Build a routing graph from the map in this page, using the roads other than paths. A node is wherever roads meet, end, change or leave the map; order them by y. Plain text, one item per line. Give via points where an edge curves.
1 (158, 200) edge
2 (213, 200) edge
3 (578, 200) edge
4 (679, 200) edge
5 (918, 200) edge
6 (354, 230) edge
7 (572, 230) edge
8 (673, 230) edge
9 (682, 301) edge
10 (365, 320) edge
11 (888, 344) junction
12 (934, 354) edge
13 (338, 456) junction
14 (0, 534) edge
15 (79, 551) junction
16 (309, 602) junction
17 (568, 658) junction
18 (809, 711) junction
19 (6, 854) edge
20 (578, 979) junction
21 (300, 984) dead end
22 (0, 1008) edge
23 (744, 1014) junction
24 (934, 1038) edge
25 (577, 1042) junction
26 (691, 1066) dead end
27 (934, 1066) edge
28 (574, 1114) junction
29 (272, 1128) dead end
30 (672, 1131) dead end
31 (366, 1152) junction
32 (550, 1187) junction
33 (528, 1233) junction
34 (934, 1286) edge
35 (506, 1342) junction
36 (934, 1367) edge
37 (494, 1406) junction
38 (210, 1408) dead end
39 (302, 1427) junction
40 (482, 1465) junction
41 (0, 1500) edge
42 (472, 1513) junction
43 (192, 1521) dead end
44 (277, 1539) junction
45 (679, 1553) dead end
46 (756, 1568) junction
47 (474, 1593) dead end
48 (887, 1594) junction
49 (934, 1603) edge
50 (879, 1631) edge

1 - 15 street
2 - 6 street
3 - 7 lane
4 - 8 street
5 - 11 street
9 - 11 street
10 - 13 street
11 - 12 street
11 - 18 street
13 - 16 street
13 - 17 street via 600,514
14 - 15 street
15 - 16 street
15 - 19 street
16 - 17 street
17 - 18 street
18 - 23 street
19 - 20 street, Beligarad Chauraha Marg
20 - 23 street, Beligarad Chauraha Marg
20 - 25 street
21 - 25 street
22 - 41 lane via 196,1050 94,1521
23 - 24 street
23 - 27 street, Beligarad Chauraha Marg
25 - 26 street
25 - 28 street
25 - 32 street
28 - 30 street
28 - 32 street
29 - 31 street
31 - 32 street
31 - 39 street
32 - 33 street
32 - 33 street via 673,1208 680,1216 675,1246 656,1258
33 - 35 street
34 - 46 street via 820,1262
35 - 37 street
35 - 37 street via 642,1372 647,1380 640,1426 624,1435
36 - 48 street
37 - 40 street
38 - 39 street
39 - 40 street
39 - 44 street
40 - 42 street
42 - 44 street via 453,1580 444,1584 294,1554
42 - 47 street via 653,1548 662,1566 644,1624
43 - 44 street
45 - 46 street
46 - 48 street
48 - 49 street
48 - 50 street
#####
YOUR INSTRUCTIONS:
Every single line in the records above must be written out exactly.

TASK OUTPUT:
Build a routing graph from the map in this page, using the roads other than paths. A node is wherever roads meet, end, change or leave the map; order them by y. Plain text, one item per line. Give via points where an edge curves.
1 (158, 200) edge
2 (213, 200) edge
3 (578, 200) edge
4 (679, 200) edge
5 (918, 200) edge
6 (354, 230) edge
7 (572, 230) edge
8 (673, 230) edge
9 (682, 301) edge
10 (365, 320) edge
11 (888, 344) junction
12 (934, 354) edge
13 (338, 456) junction
14 (0, 534) edge
15 (79, 551) junction
16 (309, 602) junction
17 (568, 658) junction
18 (809, 711) junction
19 (6, 854) edge
20 (578, 979) junction
21 (300, 984) dead end
22 (0, 1008) edge
23 (744, 1014) junction
24 (934, 1038) edge
25 (577, 1042) junction
26 (691, 1066) dead end
27 (934, 1066) edge
28 (574, 1114) junction
29 (272, 1128) dead end
30 (672, 1131) dead end
31 (366, 1152) junction
32 (550, 1187) junction
33 (528, 1233) junction
34 (934, 1286) edge
35 (506, 1342) junction
36 (934, 1367) edge
37 (494, 1406) junction
38 (210, 1408) dead end
39 (302, 1427) junction
40 (482, 1465) junction
41 (0, 1500) edge
42 (472, 1513) junction
43 (192, 1521) dead end
44 (277, 1539) junction
45 (679, 1553) dead end
46 (756, 1568) junction
47 (474, 1593) dead end
48 (887, 1594) junction
49 (934, 1603) edge
50 (879, 1631) edge

1 - 15 street
2 - 6 street
3 - 7 lane
4 - 8 street
5 - 11 street
9 - 11 street
10 - 13 street
11 - 12 street
11 - 18 street
13 - 16 street
13 - 17 street via 600,514
14 - 15 street
15 - 16 street
15 - 19 street
16 - 17 street
17 - 18 street
18 - 23 street
19 - 20 street, Beligarad Chauraha Marg
20 - 23 street, Beligarad Chauraha Marg
20 - 25 street
21 - 25 street
22 - 41 lane via 196,1050 94,1521
23 - 24 street
23 - 27 street, Beligarad Chauraha Marg
25 - 26 street
25 - 28 street
25 - 32 street
28 - 30 street
28 - 32 street
29 - 31 street
31 - 32 street
31 - 39 street
32 - 33 street
32 - 33 street via 673,1208 680,1216 675,1246 656,1258
33 - 35 street
34 - 46 street via 820,1262
35 - 37 street
35 - 37 street via 642,1372 647,1380 640,1426 624,1435
36 - 48 street
37 - 40 street
38 - 39 street
39 - 40 street
39 - 44 street
40 - 42 street
42 - 44 street via 453,1580 444,1584 294,1554
42 - 47 street via 653,1548 662,1566 644,1624
43 - 44 street
45 - 46 street
46 - 48 street
48 - 49 street
48 - 50 street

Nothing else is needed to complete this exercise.